**Exercise prompt:**
Give the number of lines in the records below that contain the word "Novoa", and nothing more.

**Data extract:**
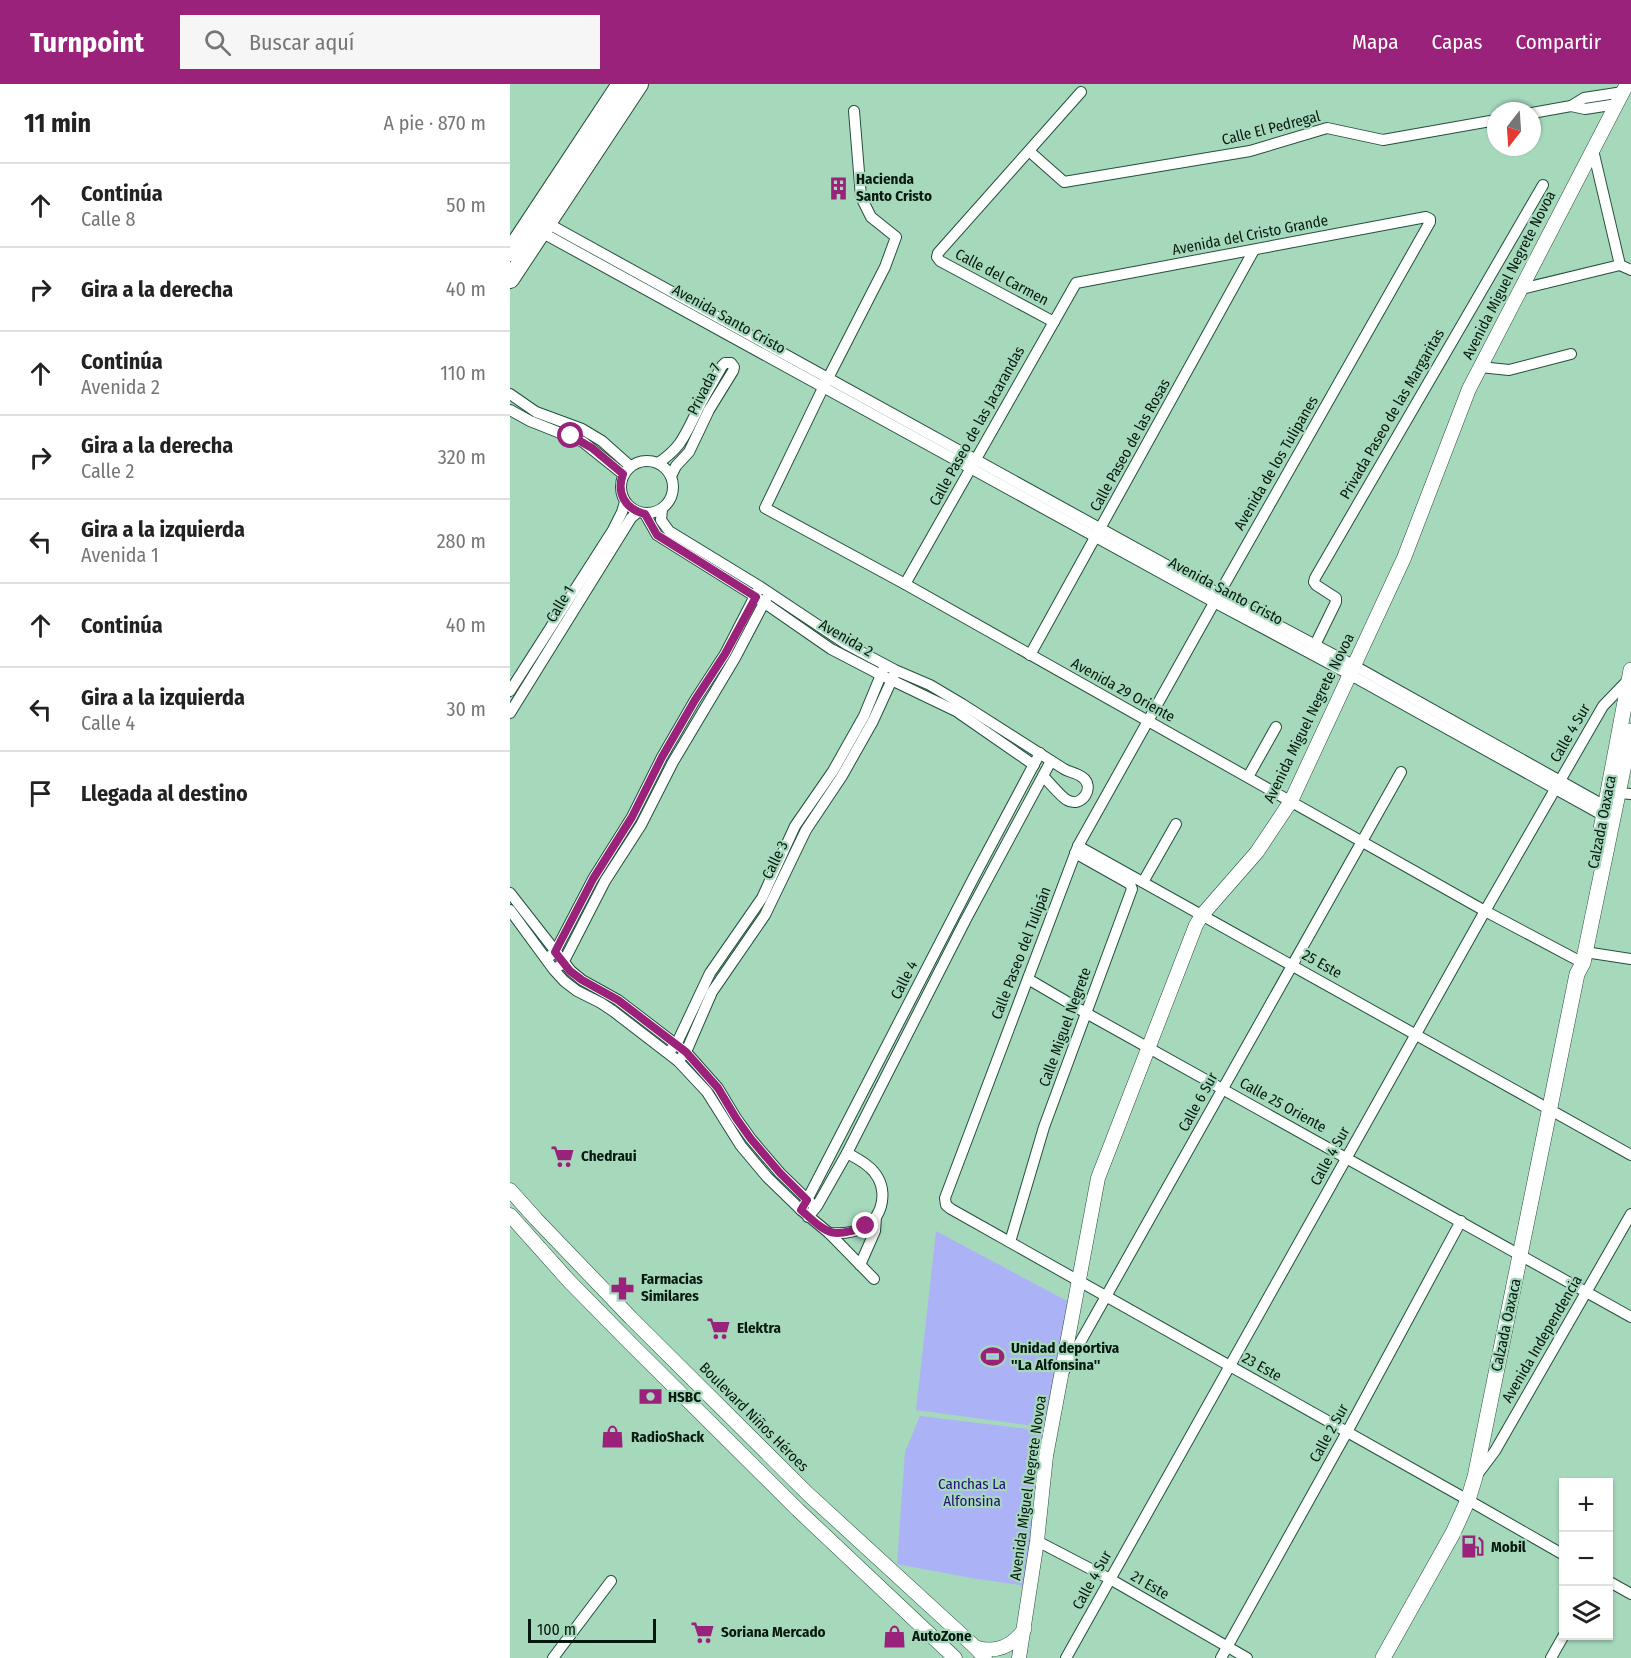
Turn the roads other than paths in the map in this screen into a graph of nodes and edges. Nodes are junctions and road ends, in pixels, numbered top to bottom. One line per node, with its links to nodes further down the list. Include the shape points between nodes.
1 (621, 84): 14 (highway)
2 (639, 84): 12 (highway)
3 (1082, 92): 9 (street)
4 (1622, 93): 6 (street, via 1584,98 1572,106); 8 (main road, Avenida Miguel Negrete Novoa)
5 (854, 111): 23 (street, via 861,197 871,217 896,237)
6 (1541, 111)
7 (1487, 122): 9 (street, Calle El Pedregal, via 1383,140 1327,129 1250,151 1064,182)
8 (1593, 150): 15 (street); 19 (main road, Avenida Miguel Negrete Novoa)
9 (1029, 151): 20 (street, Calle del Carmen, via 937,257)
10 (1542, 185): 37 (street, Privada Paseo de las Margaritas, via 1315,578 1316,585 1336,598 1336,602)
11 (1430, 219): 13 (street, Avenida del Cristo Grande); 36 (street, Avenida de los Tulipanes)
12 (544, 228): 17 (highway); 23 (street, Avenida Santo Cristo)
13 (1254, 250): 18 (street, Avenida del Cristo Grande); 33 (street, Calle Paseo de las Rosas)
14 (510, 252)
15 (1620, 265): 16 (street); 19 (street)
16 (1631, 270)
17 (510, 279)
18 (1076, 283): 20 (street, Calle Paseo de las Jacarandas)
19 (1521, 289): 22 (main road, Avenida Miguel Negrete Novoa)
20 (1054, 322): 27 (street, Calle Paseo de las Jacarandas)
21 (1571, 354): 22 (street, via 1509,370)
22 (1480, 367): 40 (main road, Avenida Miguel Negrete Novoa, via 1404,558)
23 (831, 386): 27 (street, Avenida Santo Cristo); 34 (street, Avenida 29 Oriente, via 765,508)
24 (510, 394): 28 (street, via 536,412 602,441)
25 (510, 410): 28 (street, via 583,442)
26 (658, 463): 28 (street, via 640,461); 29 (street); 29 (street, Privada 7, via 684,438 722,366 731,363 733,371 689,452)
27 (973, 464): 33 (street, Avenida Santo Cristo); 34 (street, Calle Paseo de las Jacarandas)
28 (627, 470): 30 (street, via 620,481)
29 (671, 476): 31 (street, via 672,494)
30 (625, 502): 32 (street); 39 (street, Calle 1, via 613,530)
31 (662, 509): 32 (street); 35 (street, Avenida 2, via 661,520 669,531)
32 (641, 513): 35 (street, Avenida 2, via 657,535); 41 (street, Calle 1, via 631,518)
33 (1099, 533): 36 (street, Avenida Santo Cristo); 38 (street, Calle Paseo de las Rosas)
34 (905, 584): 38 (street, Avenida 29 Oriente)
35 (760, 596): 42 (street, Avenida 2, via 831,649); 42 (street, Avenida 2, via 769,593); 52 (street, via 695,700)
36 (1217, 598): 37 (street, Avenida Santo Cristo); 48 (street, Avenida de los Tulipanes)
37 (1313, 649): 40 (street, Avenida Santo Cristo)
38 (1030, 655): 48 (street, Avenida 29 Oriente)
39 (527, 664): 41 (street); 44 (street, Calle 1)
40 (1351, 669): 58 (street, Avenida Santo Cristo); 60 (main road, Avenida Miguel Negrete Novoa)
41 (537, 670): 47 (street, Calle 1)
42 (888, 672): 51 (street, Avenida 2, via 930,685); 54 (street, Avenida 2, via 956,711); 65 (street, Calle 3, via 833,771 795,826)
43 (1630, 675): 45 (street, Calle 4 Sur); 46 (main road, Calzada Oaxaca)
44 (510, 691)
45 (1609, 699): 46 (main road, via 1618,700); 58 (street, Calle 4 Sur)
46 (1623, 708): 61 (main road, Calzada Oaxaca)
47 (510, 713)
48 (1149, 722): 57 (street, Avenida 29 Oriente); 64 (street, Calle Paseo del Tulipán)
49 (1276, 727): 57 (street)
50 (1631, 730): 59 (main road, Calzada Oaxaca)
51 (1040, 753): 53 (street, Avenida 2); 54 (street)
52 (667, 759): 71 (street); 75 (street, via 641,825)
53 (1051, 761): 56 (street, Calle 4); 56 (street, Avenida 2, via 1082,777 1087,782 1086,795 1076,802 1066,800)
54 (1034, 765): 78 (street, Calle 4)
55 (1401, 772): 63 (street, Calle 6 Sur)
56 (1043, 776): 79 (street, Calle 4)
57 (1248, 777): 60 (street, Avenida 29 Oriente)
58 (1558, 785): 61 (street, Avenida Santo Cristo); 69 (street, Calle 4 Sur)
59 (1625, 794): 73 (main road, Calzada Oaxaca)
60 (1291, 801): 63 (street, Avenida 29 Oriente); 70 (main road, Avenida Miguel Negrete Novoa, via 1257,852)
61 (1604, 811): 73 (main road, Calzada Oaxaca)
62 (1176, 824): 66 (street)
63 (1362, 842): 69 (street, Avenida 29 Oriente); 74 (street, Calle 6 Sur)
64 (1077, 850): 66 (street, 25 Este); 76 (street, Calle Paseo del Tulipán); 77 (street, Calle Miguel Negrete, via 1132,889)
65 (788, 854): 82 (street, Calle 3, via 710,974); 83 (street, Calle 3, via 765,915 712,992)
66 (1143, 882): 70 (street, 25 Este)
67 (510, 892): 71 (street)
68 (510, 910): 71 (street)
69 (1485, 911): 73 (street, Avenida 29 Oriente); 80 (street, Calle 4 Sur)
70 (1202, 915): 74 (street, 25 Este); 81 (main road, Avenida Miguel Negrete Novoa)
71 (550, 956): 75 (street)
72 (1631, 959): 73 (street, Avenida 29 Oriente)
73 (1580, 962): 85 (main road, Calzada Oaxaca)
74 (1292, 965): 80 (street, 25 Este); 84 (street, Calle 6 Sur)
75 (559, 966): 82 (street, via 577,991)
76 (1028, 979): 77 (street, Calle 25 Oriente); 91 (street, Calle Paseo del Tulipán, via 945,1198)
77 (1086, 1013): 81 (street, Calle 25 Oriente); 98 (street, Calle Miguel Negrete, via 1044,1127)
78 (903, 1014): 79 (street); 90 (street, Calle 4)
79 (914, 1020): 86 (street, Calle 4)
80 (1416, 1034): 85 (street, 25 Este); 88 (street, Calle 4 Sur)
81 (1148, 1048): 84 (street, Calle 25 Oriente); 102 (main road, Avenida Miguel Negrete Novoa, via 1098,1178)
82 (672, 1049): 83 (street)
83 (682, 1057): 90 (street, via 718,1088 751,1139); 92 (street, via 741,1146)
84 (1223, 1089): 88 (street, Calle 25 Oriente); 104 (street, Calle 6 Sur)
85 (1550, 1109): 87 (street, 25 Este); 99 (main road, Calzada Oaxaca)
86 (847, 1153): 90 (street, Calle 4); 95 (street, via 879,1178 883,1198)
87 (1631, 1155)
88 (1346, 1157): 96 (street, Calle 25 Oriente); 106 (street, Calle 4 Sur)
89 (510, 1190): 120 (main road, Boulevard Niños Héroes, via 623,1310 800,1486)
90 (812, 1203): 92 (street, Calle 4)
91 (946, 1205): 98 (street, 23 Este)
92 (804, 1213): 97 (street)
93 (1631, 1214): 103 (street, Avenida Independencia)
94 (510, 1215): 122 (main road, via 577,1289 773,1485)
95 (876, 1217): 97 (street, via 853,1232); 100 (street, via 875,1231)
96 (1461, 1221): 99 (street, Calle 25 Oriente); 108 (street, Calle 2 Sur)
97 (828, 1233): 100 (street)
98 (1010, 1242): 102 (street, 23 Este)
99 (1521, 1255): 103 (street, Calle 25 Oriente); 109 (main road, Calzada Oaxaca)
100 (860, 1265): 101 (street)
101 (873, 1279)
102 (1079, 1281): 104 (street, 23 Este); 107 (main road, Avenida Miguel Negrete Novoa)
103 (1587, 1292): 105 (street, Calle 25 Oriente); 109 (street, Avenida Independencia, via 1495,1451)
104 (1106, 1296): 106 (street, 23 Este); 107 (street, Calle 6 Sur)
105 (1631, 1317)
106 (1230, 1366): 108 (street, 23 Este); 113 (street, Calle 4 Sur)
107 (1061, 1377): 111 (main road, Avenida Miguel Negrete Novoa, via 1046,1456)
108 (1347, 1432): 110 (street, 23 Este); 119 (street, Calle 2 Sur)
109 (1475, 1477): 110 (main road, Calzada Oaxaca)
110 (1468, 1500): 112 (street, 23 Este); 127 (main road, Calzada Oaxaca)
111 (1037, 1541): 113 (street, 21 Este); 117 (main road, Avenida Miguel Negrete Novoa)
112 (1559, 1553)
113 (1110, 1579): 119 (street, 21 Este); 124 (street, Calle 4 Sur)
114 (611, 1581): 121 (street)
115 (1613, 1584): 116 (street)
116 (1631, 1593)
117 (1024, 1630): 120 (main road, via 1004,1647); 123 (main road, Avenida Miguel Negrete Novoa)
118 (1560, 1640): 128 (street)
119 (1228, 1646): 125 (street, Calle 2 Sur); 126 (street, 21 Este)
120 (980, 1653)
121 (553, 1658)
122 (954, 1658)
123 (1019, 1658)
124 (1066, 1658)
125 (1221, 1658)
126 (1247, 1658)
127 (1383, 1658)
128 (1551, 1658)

**Result:**
12